With talks at the Swiss resort of Crans-Montana aimed at reunifying the divided island of Cyprus at an apparent impasse, reports on Wednesday said that pressure is growing for leaders of the island’s three guarantor powers – Greece, Turkey and the United Kingdom – to attend in a bid to break the deadlock.
The return on Thursday to Switzerland of UN Secretary-General Antonio Guterres is part of the bid to push rival sides closer to an agreement after expectations of a deal took a nosedive on Tuesday, with Turkey insisting that it won’t sign any agreement involving the withdrawal of all its troops from the island.
As speculation spread yesterday that Prime Ministers Alexis Tsipras, Binali Yildirim and Theresa May would be heading to the Swiss resort on July 10, Athens remained adamant that their presence at the talks would depend on the progress made.
Speaking to reporters yesterday, Cyprus President Nicos Anastasiades acknowledged that the talks are a standstill, but insisted that the Greek side will persevere with new proposals in order to break the deadlock.
He also appealed to the people of Cyprus to ignore speculation that the Greek side was about to compromise the parameters for a solution outlined by the island nation’s council of party leaders in order to reach a settlement.

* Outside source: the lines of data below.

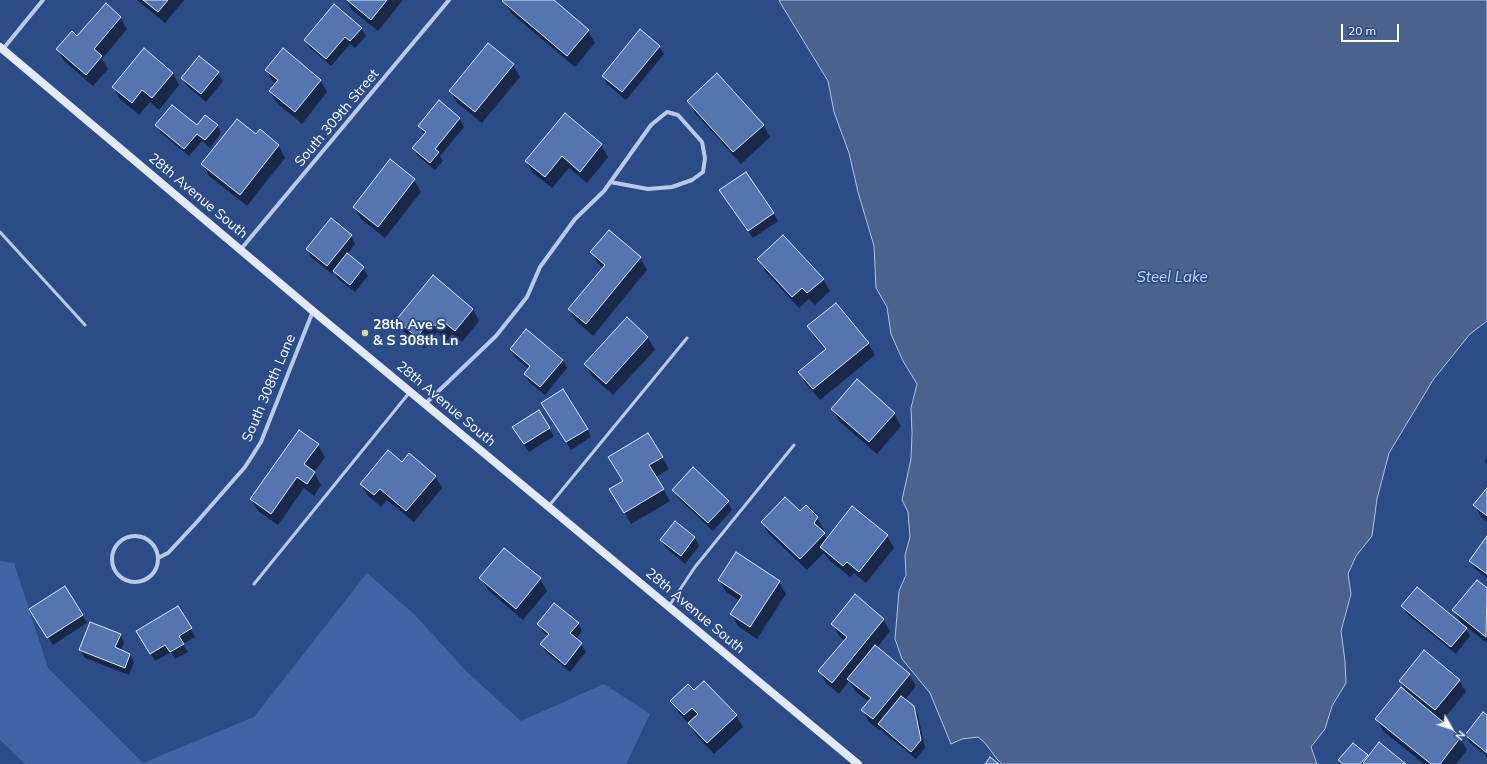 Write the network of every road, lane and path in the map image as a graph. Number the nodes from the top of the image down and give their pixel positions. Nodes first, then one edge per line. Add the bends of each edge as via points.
1 (43, 0) edge
2 (449, 0) edge
3 (2, 48) edge
4 (610, 182) junction
5 (0, 232) edge
6 (241, 250) junction
7 (313, 311) junction
8 (85, 325) dead end
9 (687, 338) dead end
10 (410, 391) junction
11 (425, 404) junction
12 (794, 445) dead end
13 (548, 506) junction
14 (158, 558) junction
15 (254, 584) dead end
16 (668, 606) junction
17 (858, 764) edge

1 - 3 street
2 - 6 street, South 309th Street
3 - 6 street, 28th Avenue South
4 - 4 street via 648,189 672,187 692,180 703,172 705,158 702,142 678,115 667,112 651,125
4 - 11 street via 571,225 540,267 528,297 496,336
5 - 8 lane
6 - 7 street, 28th Avenue South
7 - 10 street, 28th Avenue South
7 - 14 street, South 308th Lane via 261,442 245,467 196,523 168,553
9 - 13 lane
10 - 11 street, 28th Avenue South
10 - 15 lane
11 - 13 street, 28th Avenue South
12 - 16 lane via 695,567
13 - 16 street, 28th Avenue South
14 - 14 street, South 308th Lane via 153,573 147,578 132,582 125,580 116,572 112,554 115,547 126,537 141,536 153,544
16 - 17 street, 28th Avenue South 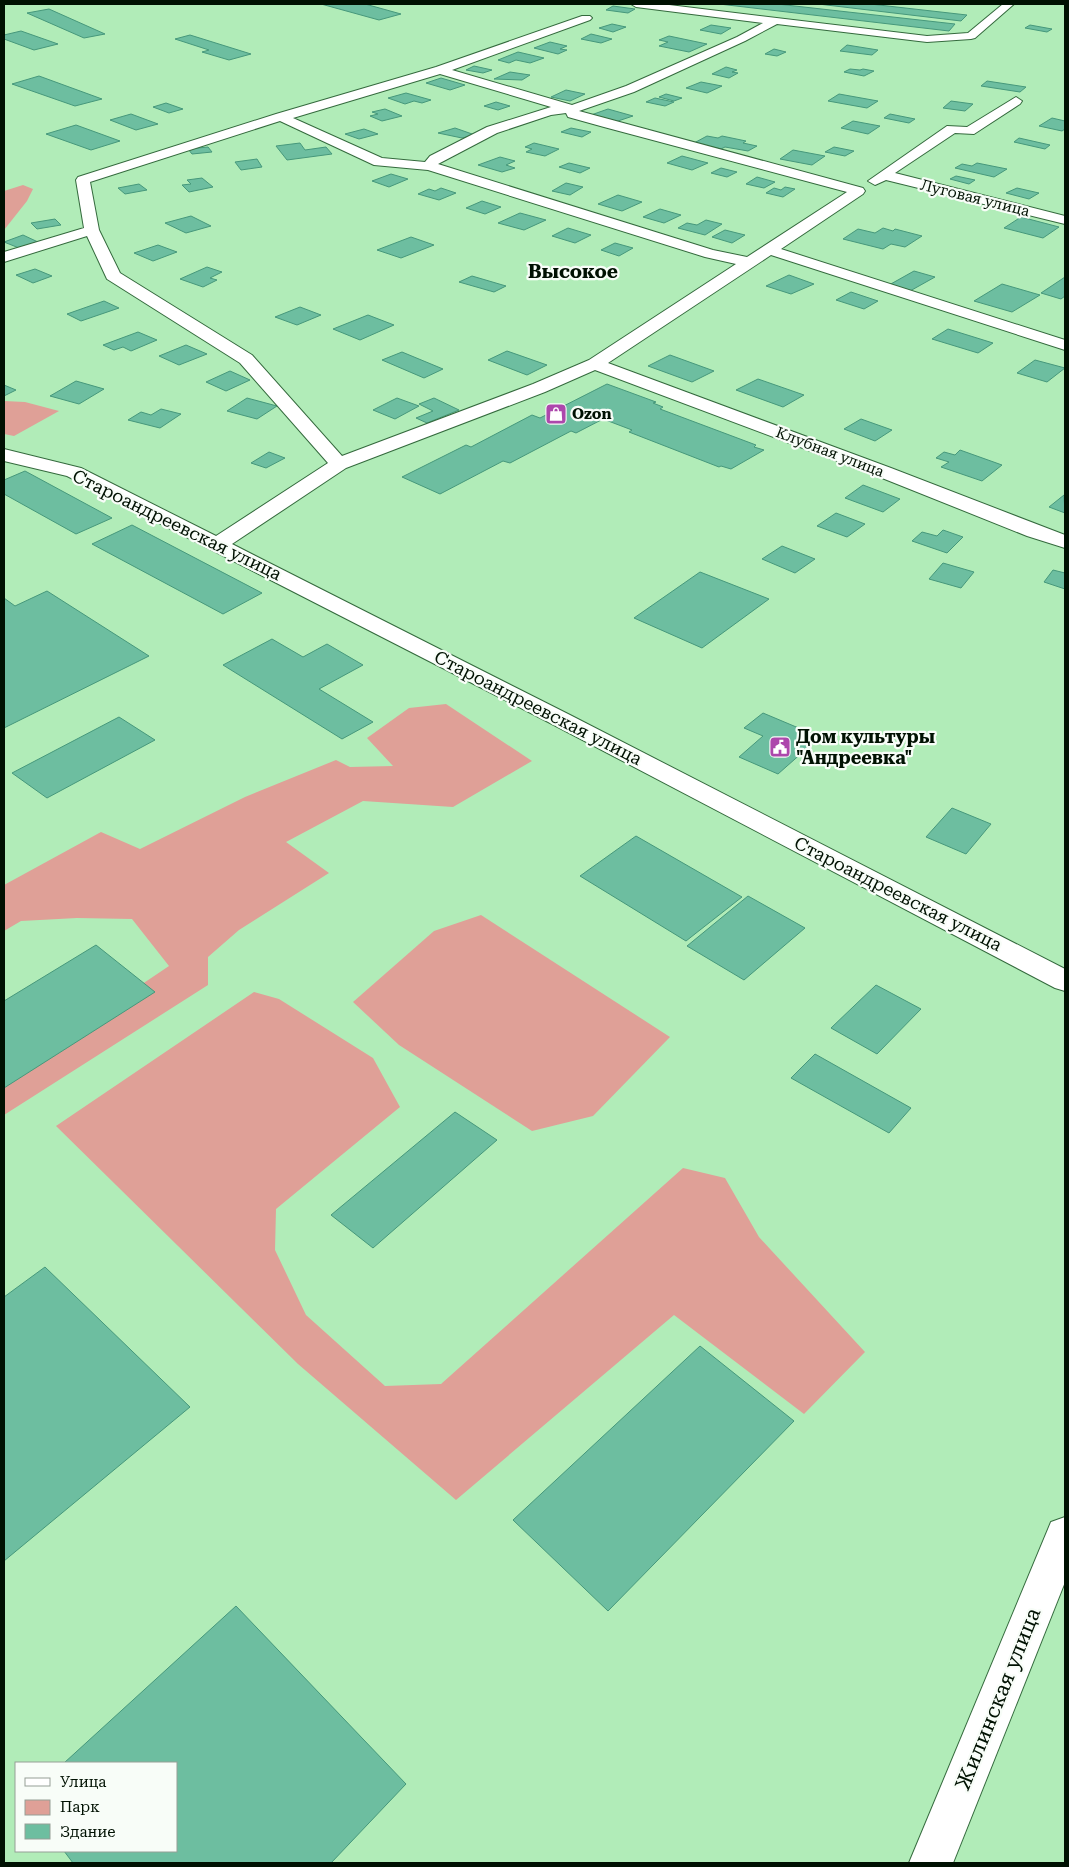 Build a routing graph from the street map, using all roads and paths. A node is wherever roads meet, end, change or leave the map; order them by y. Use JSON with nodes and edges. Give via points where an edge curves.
{"nodes":[{"id":1,"x":636,"y":4,"type":"edge"},
{"id":2,"x":1009,"y":4,"type":"edge"},
{"id":3,"x":586,"y":18,"type":"dead end"},
{"id":4,"x":775,"y":21,"type":"junction"},
{"id":5,"x":440,"y":70,"type":"junction"},
{"id":6,"x":1016,"y":101,"type":"dead end"},
{"id":7,"x":572,"y":108,"type":"junction"},
{"id":8,"x":281,"y":117,"type":"junction"},
{"id":9,"x":429,"y":166,"type":"junction"},
{"id":10,"x":885,"y":175,"type":"junction"},
{"id":11,"x":858,"y":191,"type":"junction"},
{"id":12,"x":1065,"y":220,"type":"edge"},
{"id":13,"x":92,"y":230,"type":"junction"},
{"id":14,"x":770,"y":250,"type":"junction"},
{"id":15,"x":4,"y":257,"type":"edge"},
{"id":16,"x":749,"y":262,"type":"junction"},
{"id":17,"x":1065,"y":345,"type":"edge"},
{"id":18,"x":595,"y":364,"type":"junction"},
{"id":19,"x":4,"y":454,"type":"edge"},
{"id":20,"x":339,"y":464,"type":"junction"},
{"id":21,"x":1065,"y":542,"type":"edge"},
{"id":22,"x":218,"y":544,"type":"junction"},
{"id":23,"x":1065,"y":981,"type":"edge"},
{"id":24,"x":1065,"y":1535,"type":"edge"},
{"id":25,"x":931,"y":1863,"type":"edge"}],
"edges":[{"from":1,"to":4,"type":"street"},
{"from":2,"to":4,"type":"street","via":[[971,36],[926,39]]},
{"from":3,"to":5,"type":"street"},
{"from":4,"to":7,"type":"street","via":[[630,89]]},
{"from":5,"to":7,"type":"street"},
{"from":5,"to":8,"type":"street"},
{"from":6,"to":10,"type":"street","via":[[969,131],[952,129]]},
{"from":7,"to":9,"type":"street","via":[[549,111],[492,130]]},
{"from":7,"to":11,"type":"street","via":[[573,114],[622,129]]},
{"from":8,"to":9,"type":"street","via":[[379,162]]},
{"from":8,"to":13,"type":"street","via":[[83,180]]},
{"from":9,"to":16,"type":"street","via":[[710,254]]},
{"from":10,"to":11,"type":"street"},
{"from":10,"to":12,"type":"street","name":"Луговая улица"},
{"from":11,"to":14,"type":"street"},
{"from":13,"to":15,"type":"street"},
{"from":13,"to":20,"type":"street","via":[[113,276],[246,359]]},
{"from":14,"to":16,"type":"street"},
{"from":14,"to":17,"type":"street"},
{"from":16,"to":18,"type":"street"},
{"from":18,"to":20,"type":"street"},
{"from":18,"to":21,"type":"street","name":"Клубная улица"},
{"from":19,"to":22,"type":"street","name":"Староандреевская улица","via":[[74,472]]},
{"from":20,"to":22,"type":"street"},
{"from":22,"to":23,"type":"street","name":"Староандреевская улица"},
{"from":24,"to":25,"type":"street","name":"Жилинская улица"}]}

“What I expect is that the other side [Turkey and Turkish Cypriots] will show the same good will so that we can proceed and overcome the impasse,” Anastasiades said, adding that the Turkish proposals have deviated from parameters that Guterres put to negotiation last week to nudge them forward. He also warned against the climate of optimism that was being cultivated by some quarters. Sources yesterday said that despite claims to the contrary, not much progress has been made in the talks.
Meanwhile, May repeated her call for “flexibility by all sides” in a telephone conversation she had on Wednesday morning with Tsipras. According to the Cyprus News Agency, a Downing Street spokesperson said: “The prime minister praised the constructive role that both parties have played to reach this point, and reiterated that there is a major opportunity to be seized. She added that any agreement requires all sides to show leadership and flexibility and that the UK will do it all it can to support a settlement.”